Add Objects to Batch

Authorizations

Authorization

string

header

required

Bearer token authentication using your API key. Format: 'Bearer your_api_key'. To get an API key, create an account at mixpeek.com/start and generate a key in your account settings.

Headers

Authorization

string

required

REQUIRED: Bearer token authentication using your API key. Format: 'Bearer sk_xxxxxxxxxxxxx'. You can create API keys in the Mixpeek dashboard under Organization Settings.

Examples:

"Bearer sk_live_abc123def456"

"Bearer sk_test_xyz789"

X-Namespace

string

required

REQUIRED: Namespace identifier for scoping this request. All resources (collections, buckets, taxonomies, etc.) are scoped to a namespace. You can provide either the namespace name or namespace ID. Format: ns_xxxxxxxxxxxxx (ID) or a custom name like 'my-namespace'

Examples:

"ns_abc123def456"

"production"

"my-namespace"

Path Parameters

bucket_identifier

string

required

The unique identifier of the bucket.

batch_id

string

required

The unique identifier of the batch.

Body

application/json

The request model for adding objects to an existing batch.

object_ids

string[]

required

A list of object IDs to add to the batch.

Minimum length: 1

Examples:

["object_789", "object_101"]

Response

Successful Response

Model representing a batch of objects for processing through collections.

A batch groups bucket objects together for processing through one or more collections. Batches support multi-tier processing where collections are processed in dependency order (e.g., bucket → chunks → frames → scenes). Each tier has independent task tracking.

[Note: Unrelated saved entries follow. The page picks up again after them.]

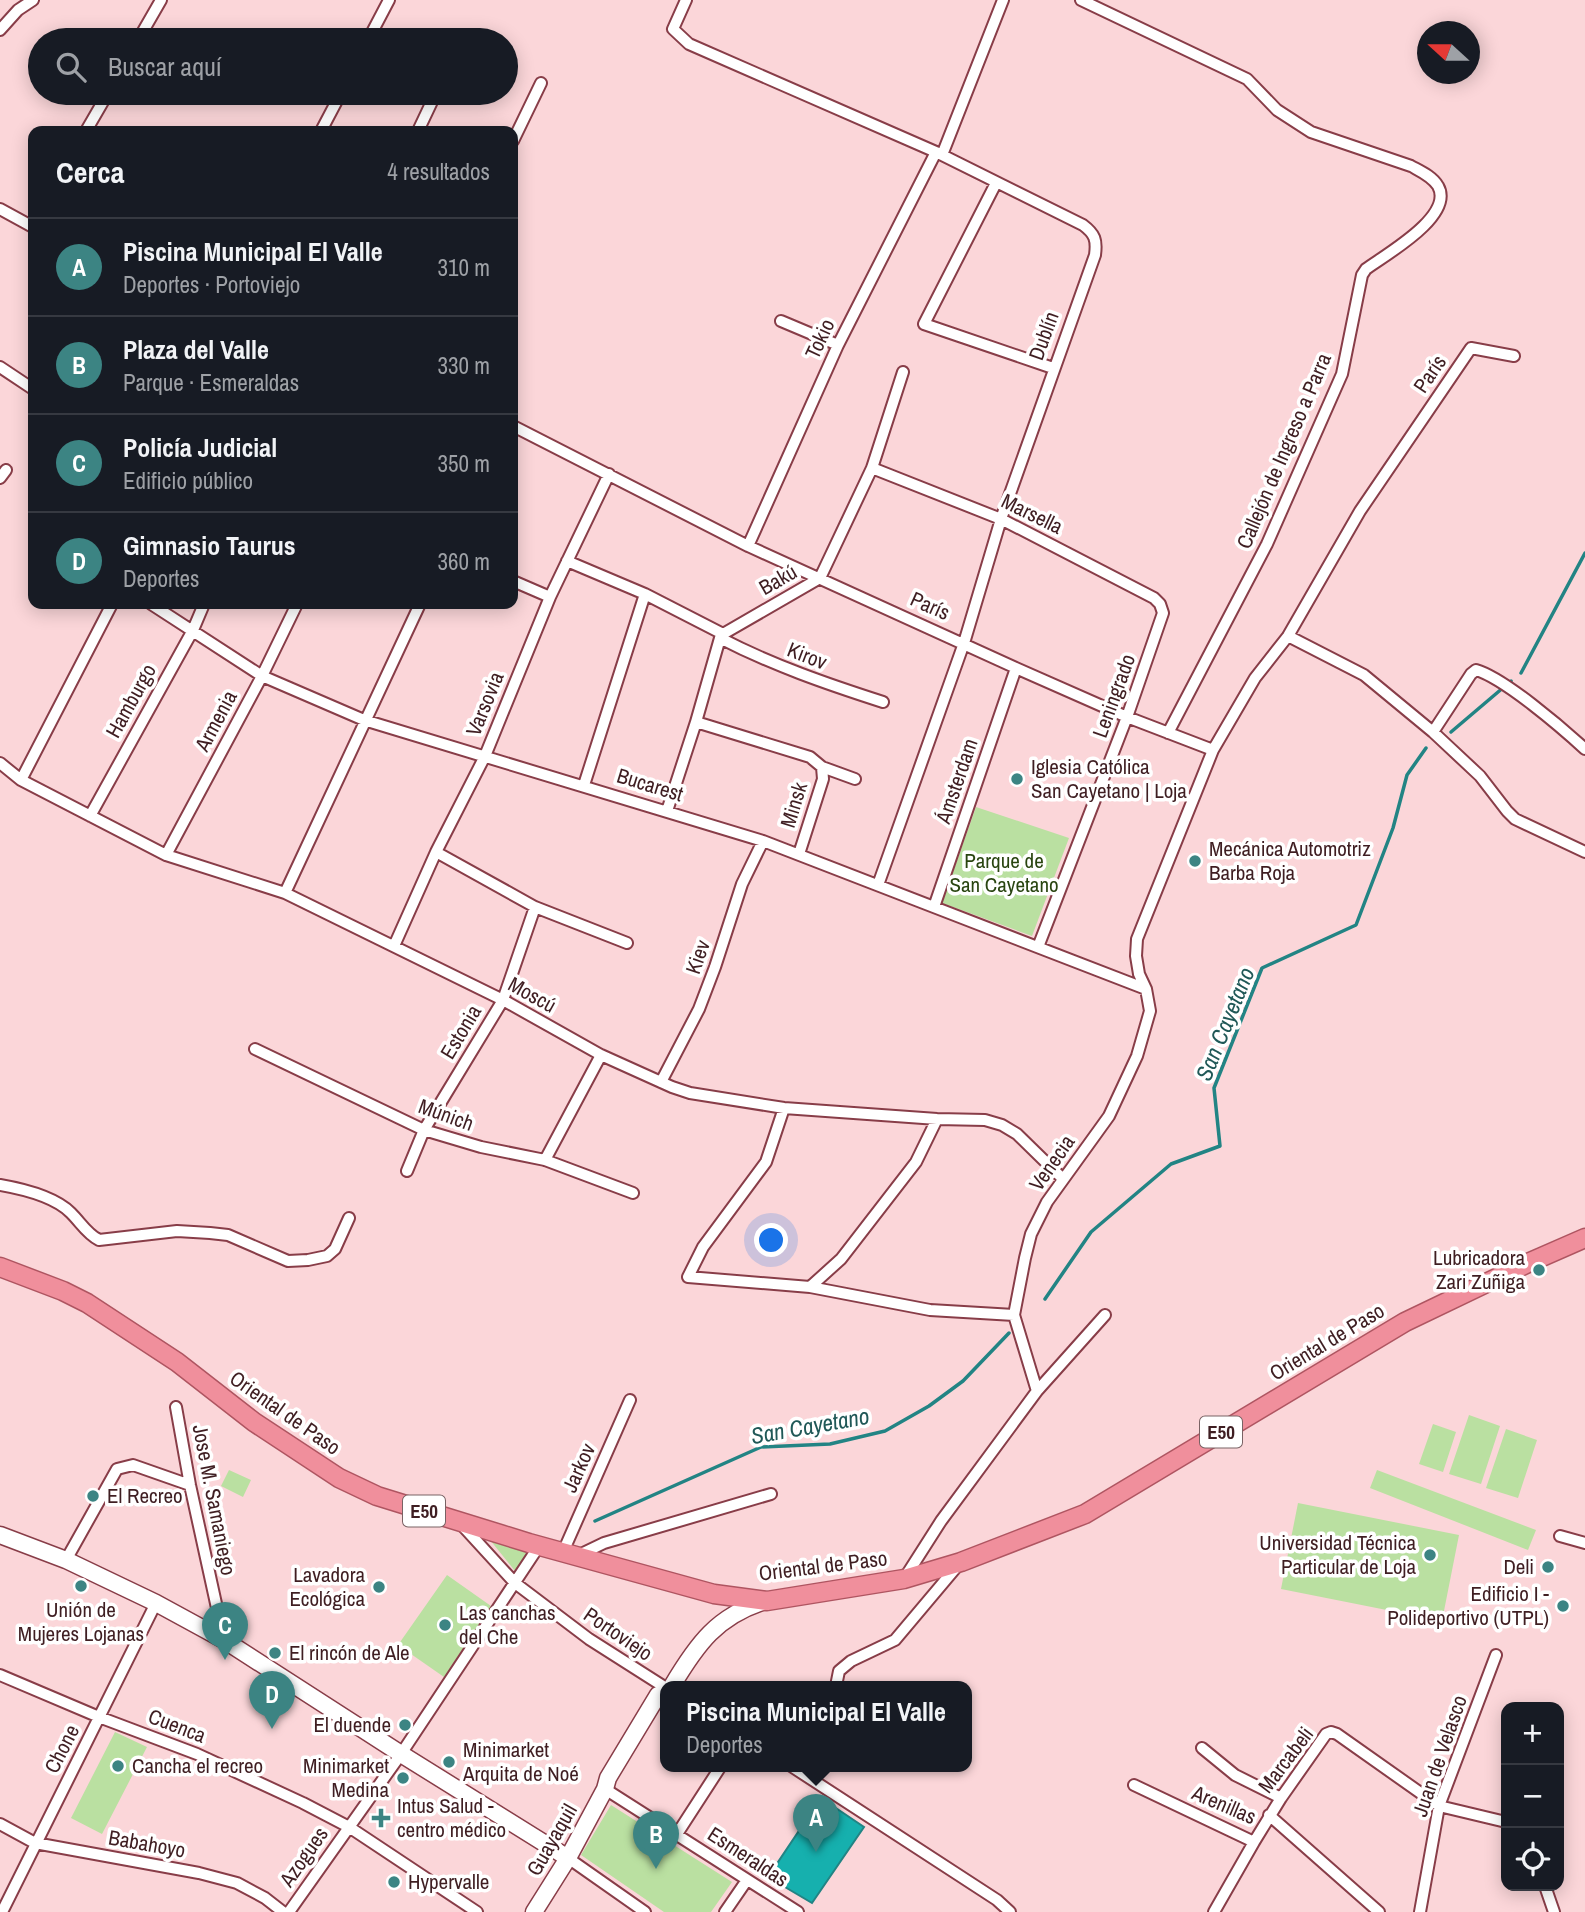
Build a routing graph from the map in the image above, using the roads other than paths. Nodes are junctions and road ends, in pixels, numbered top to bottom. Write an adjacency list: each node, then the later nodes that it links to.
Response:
1 (33, 0): 9 (street)
2 (161, 0): 7 (street)
3 (389, 0): 8 (street)
4 (686, 0): 18 (street, Dublín)
5 (1003, 0): 18 (street, Tokio)
6 (1081, 0): 55 (street, Callejón de Ingreso a Parra)
7 (145, 28)
8 (374, 28)
9 (0, 30)
10 (541, 83): 17 (street)
11 (101, 105): 14 (street)
12 (335, 105): 15 (street)
13 (430, 105): 16 (street)
14 (89, 126)
15 (324, 126)
16 (420, 126)
17 (518, 131)
18 (939, 154): 19 (street, Dublín); 23 (street, Tokio)
19 (996, 183): 26 (street, Dublín); 26 (street)
20 (0, 209): 21 (street)
21 (28, 222)
22 (781, 321): 23 (street)
23 (838, 345): 33 (street, Tokio)
24 (1514, 356): 47 (street, París)
25 (0, 367): 28 (street)
26 (1053, 368): 32 (street, Dublín)
27 (903, 372): 30 (street, Bakú)
28 (28, 386)
29 (518, 428): 31 (street, París)
30 (872, 468): 32 (street, Marsella); 35 (street, Bakú)
31 (609, 474): 33 (street, París); 34 (street, Varsovia)
32 (1001, 519): 44 (street, Marsella); 48 (street, Dublín)
33 (748, 546): 35 (street, París)
34 (567, 561): 37 (street, Kirov); 38 (street, Varsovia)
35 (820, 578): 46 (street, Bakú); 48 (street, París)
36 (518, 583): 38 (street)
37 (645, 594): 46 (street, Kirov); 64 (street)
38 (550, 597): 59 (street, Varsovia)
39 (109, 609): 63 (street)
40 (159, 609): 45 (street, Bucarest)
41 (202, 609): 45 (street, Hamburgo)
42 (295, 609): 50 (street, Armenia)
43 (418, 609): 53 (street)
44 (1163, 613): 52 (street, Leningrado)
45 (192, 630): 50 (street, Bucarest); 66 (street, Hamburgo)
46 (721, 636): 51 (street, Kirov); 54 (street)
47 (1287, 636): 56 (street); 58 (street, París)
48 (964, 643): 49 (street, París); 72 (street, Dublín)
49 (1016, 668): 52 (street, París); 75 (street, Ámsterdam)
50 (262, 676): 53 (street, Bucarest); 70 (street, Armenia)
51 (883, 702)
52 (1127, 717): 55 (street, París); 78 (street, Leningrado)
53 (364, 720): 59 (street, Bucarest); 73 (street)
54 (696, 722): 61 (street); 65 (street)
55 (1168, 733): 58 (street, París)
56 (1433, 733): 57 (street); 69 (street)
57 (1585, 748)
58 (1213, 750): 79 (street, Venecia)
59 (485, 756): 64 (street, Bucarest); 68 (street, Varsovia)
60 (0, 763): 63 (street, Moscú)
61 (822, 767): 62 (street); 71 (street, Minsk)
62 (855, 779)
63 (21, 780): 66 (street, Moscú)
64 (584, 785): 65 (street, Bucarest)
65 (667, 811): 67 (street, Bucarest)
66 (90, 817): 70 (street, Moscú)
67 (763, 841): 71 (street, Bucarest); 83 (street, Kiev)
68 (436, 852): 74 (street); 77 (street, Varsovia)
69 (1585, 852)
70 (166, 855): 73 (street, Moscú)
71 (799, 855): 72 (street, Bucarest)
72 (878, 885): 75 (street, Bucarest)
73 (285, 892): 77 (street, Moscú)
74 (535, 906): 76 (street); 80 (street, Estonia)
75 (934, 907): 78 (street, Bucarest)
76 (627, 943)
77 (394, 946): 80 (street, Moscú)
78 (1038, 947): 79 (street, Bucarest)
79 (1146, 989): 89 (street, Venecia)
80 (503, 1000): 82 (street, Moscú); 86 (street, Estonia)
81 (255, 1049): 86 (street, Múnich)
82 (601, 1055): 83 (street, Moscú); 87 (street)
83 (661, 1082): 84 (street, Moscú)
84 (783, 1108): 85 (street, Moscú); 95 (street)
85 (937, 1119): 89 (street, Moscú); 95 (street)
86 (424, 1130): 87 (street, Múnich); 88 (street, Estonia)
87 (545, 1160): 91 (street, Múnich)
88 (407, 1171)
89 (1062, 1178): 96 (street, Venecia)
90 (0, 1185): 92 (street)
91 (633, 1193)
92 (349, 1219)
93 (1585, 1238): 110 (highway, Oriental de Paso / E50)
94 (0, 1267): 103 (highway, Oriental de Paso / E50)
95 (810, 1287): 96 (street)
96 (1014, 1315): 98 (street, Venecia)
97 (1105, 1315): 98 (street)
98 (1037, 1391): 111 (street)
99 (630, 1400): 108 (street, Jarkov)
100 (176, 1407): 101 (street, Jose M. Samaniego)
101 (190, 1485): 109 (street); 115 (street, Jose M. Samaniego)
102 (771, 1494): 108 (street)
103 (460, 1523): 107 (highway, Oriental de Paso / E50); 112 (street, Portoviejo)
104 (0, 1535): 109 (main road)
105 (1560, 1536): 106 (street)
106 (1585, 1543)
107 (539, 1546): 108 (highway, Oriental de Paso / E50); 112 (street, Azogues)
108 (570, 1554): 113 (highway, Oriental de Paso / E50)
109 (66, 1560): 114 (main road)
110 (961, 1562): 111 (highway, Oriental de Paso / E50); 119 (street)
111 (904, 1579): 113 (highway, Oriental de Paso / E50)
112 (515, 1584): 120 (street, Portoviejo); 125 (street, Azogues)
113 (766, 1601): 118 (main road)
114 (156, 1603): 115 (main road); 123 (street, Chone)
115 (224, 1640): 125 (main road)
116 (1496, 1655): 131 (street, Juan de Velasco)
117 (0, 1675): 123 (street, Cuenca)
118 (675, 1681)
119 (837, 1681)
120 (660, 1686)
121 (660, 1694): 129 (main road, Guayaquil)
122 (660, 1713): 129 (main road, Guayaquil)
123 (99, 1717): 135 (street, Cuenca); 138 (street, Chone)
124 (1202, 1748): 130 (street)
125 (401, 1755): 135 (street, Azogues); 139 (main road)
126 (717, 1772): 136 (street)
127 (800, 1772): 150 (street)
128 (1134, 1785): 137 (street, Arenillas)
129 (605, 1789): 136 (street, Esmeraldas); 139 (main road, Guayaquil)
130 (1281, 1798): 131 (street, Marcabeli); 132 (street, Marcabeli)
131 (1439, 1806): 133 (street); 153 (street, Juan de Velasco)
132 (1269, 1815): 137 (street, Arenillas); 152 (street, Arenillas)
133 (1501, 1821)
134 (0, 1824): 138 (street, Babahoyo)
135 (349, 1827): 145 (street, Azogues); 146 (street, Cuenca)
136 (677, 1834): 140 (street, Esmeraldas)
137 (1254, 1842): 151 (street)
138 (36, 1843): 143 (street, Chone); 144 (street, Babahoyo)
139 (568, 1858): 142 (street); 147 (main road, Guayaquil)
140 (747, 1880): 148 (street); 149 (street, Esmeraldas)
141 (1547, 1891): 154 (street)
142 (641, 1911)
143 (2, 1912)
144 (283, 1912)
145 (289, 1912)
146 (477, 1912)
147 (534, 1912)
148 (725, 1912)
149 (798, 1912)
150 (1010, 1912)
151 (1214, 1912)
152 (1379, 1912)
153 (1420, 1912)
154 (1554, 1912)

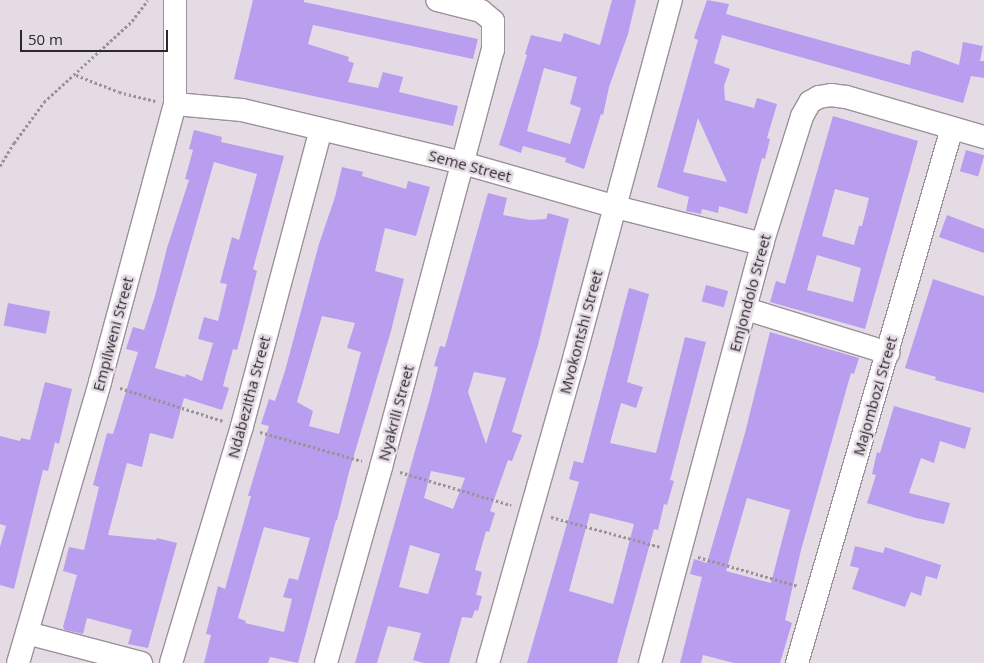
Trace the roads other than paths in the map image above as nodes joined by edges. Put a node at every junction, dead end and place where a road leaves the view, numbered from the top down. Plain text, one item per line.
1 (174, 0) edge
2 (437, 0) edge
3 (671, 0) edge
4 (174, 104) junction
5 (952, 128) junction
6 (321, 130) junction
7 (984, 137) edge
8 (463, 163) junction
9 (616, 207) junction
10 (762, 244) junction
11 (746, 309) junction
12 (888, 353) junction
13 (27, 633) junction
14 (18, 663) edge
15 (140, 663) edge
16 (171, 663) edge
17 (326, 663) edge
18 (488, 663) edge
19 (650, 663) edge
20 (797, 663) edge

1 - 4 street, Empilweni Street
2 - 8 street, Nyakrili Street
3 - 9 street, Mvokontshi Street
4 - 6 street, Seme Street
4 - 13 street, Empilweni Street
5 - 7 street, Emjondolo Street
5 - 10 street, Emjondolo Street
5 - 12 street, Majombozi Street
6 - 8 street, Seme Street
6 - 16 street, Ndabezitha Street
8 - 9 street, Seme Street
8 - 17 street, Nyakrili Street
9 - 10 street, Seme Street
9 - 18 street, Mvokontshi Street
10 - 11 street, Emjondolo Street
11 - 12 street
11 - 19 street, Emjondolo Street
12 - 20 street, Majombozi Street
13 - 14 street, Empilweni Street
13 - 15 street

Use Cases: - Process multiple objects through collections in a single batch - Track progress of multi-tier decomposition pipelines - Monitor and retry individual processing tiers - Query batch status and tier-specific task information

Lifecycle: 1. Created in DRAFT status with object_ids 2. Submitted for processing → status changes to PENDING 3. Each tier processes sequentially (tier 0 → tier 1 → ... → tier N) 4. Batch completes when all tiers finish (status=COMPLETED) or any tier fails (status=FAILED)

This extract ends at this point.